»»

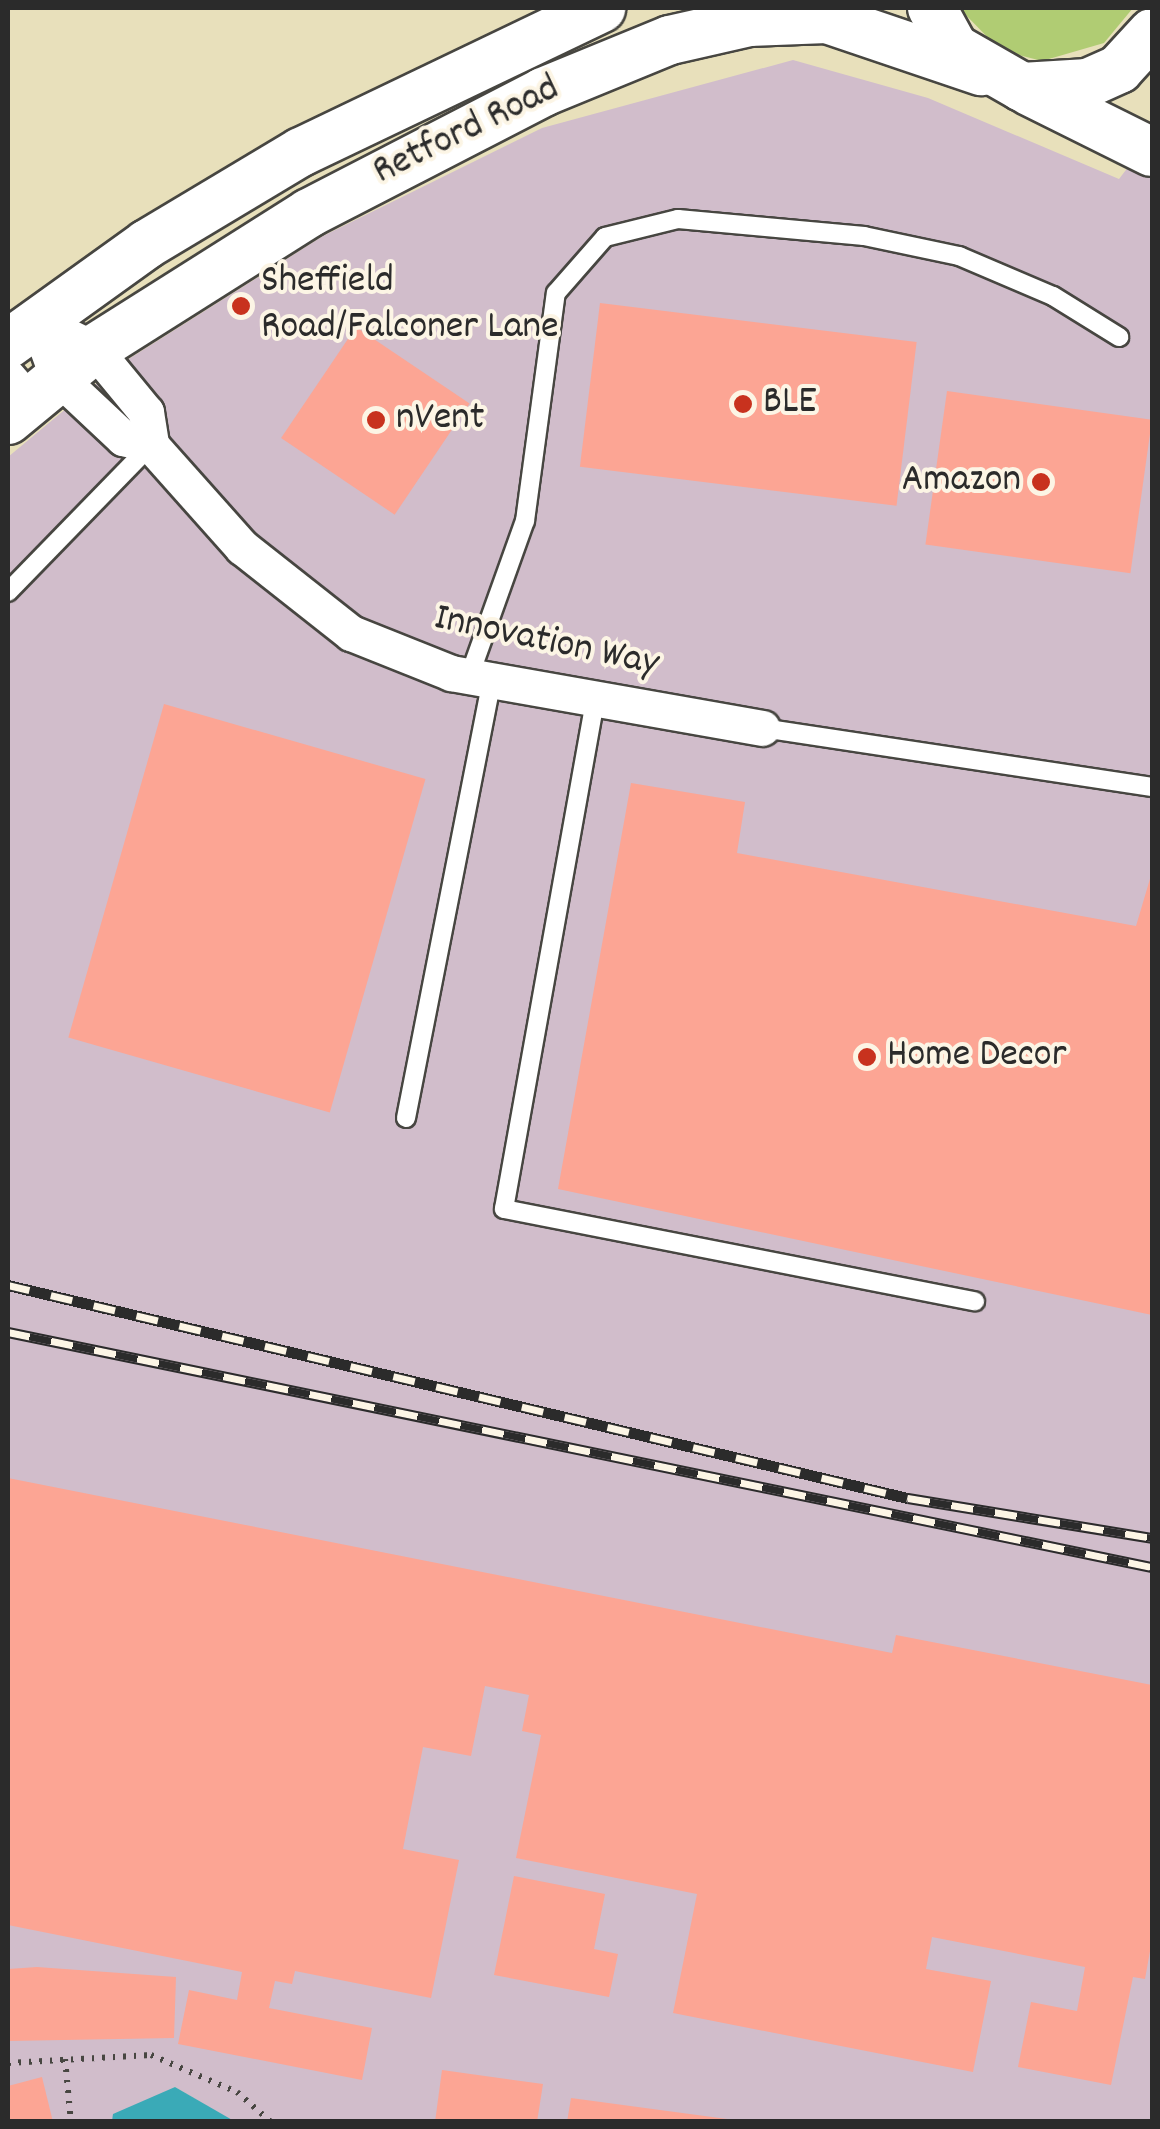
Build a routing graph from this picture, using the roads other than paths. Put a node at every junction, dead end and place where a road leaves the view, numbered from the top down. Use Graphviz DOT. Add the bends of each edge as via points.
graph roads {
  1 [pos="601,8"];
  2 [pos="932,8"];
  3 [pos="1152,33"];
  4 [pos="1001,79"];
  5 [pos="1152,152"];
  6 [pos="22,332"];
  7 [pos="1118,337"];
  8 [pos="39,385"];
  9 [pos="151,446"];
  10 [pos="8,592"];
  11 [pos="480,679"];
  12 [pos="595,701"];
  13 [pos="762,728"];
  14 [pos="1152,787"];
  15 [pos="406,1118"];
  16 [pos="974,1301"];
  1 -- 6 [label="main road, Retford Road" via="301,152"];
  2 -- 4 [label="main road" via="954,48"];
  3 -- 4 [label="main road" via="1088,84"];
  4 -- 5 [label="main road, Retford Road"];
  4 -- 8 [label="main road, Retford Road" via="827,19 749,22 670,40 359,185"];
  6 -- 8 [label="street, Innovation Way"];
  7 -- 11 [label="lane" via="1053,296 958,256 864,236 678,219 605,237 556,293 525,520"];
  8 -- 9 [label="street, Innovation Way" via="146,412"];
  9 -- 10 [label="lane"];
  9 -- 11 [label="street, Innovation Way" via="242,547 352,633"];
  11 -- 12 [label="street, Innovation Way"];
  11 -- 15 [label="lane"];
  12 -- 13 [label="street, Innovation Way"];
  12 -- 16 [label="lane" via="504,1209"];
  13 -- 14 [label="lane"];
}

««

■ **Try it**: Repeat the listing in full and to the letter, excluding every image.

■ **Reply**:
Build a routing graph from this picture, using the roads other than paths. Put a node at every junction, dead end and place where a road leaves the view, numbered from the top down. Use Graphviz DOT. Add the bends of each edge as via points.
graph roads {
  1 [pos="601,8"];
  2 [pos="932,8"];
  3 [pos="1152,33"];
  4 [pos="1001,79"];
  5 [pos="1152,152"];
  6 [pos="22,332"];
  7 [pos="1118,337"];
  8 [pos="39,385"];
  9 [pos="151,446"];
  10 [pos="8,592"];
  11 [pos="480,679"];
  12 [pos="595,701"];
  13 [pos="762,728"];
  14 [pos="1152,787"];
  15 [pos="406,1118"];
  16 [pos="974,1301"];
  1 -- 6 [label="main road, Retford Road" via="301,152"];
  2 -- 4 [label="main road" via="954,48"];
  3 -- 4 [label="main road" via="1088,84"];
  4 -- 5 [label="main road, Retford Road"];
  4 -- 8 [label="main road, Retford Road" via="827,19 749,22 670,40 359,185"];
  6 -- 8 [label="street, Innovation Way"];
  7 -- 11 [label="lane" via="1053,296 958,256 864,236 678,219 605,237 556,293 525,520"];
  8 -- 9 [label="street, Innovation Way" via="146,412"];
  9 -- 10 [label="lane"];
  9 -- 11 [label="street, Innovation Way" via="242,547 352,633"];
  11 -- 12 [label="street, Innovation Way"];
  11 -- 15 [label="lane"];
  12 -- 13 [label="street, Innovation Way"];
  12 -- 16 [label="lane" via="504,1209"];
  13 -- 14 [label="lane"];
}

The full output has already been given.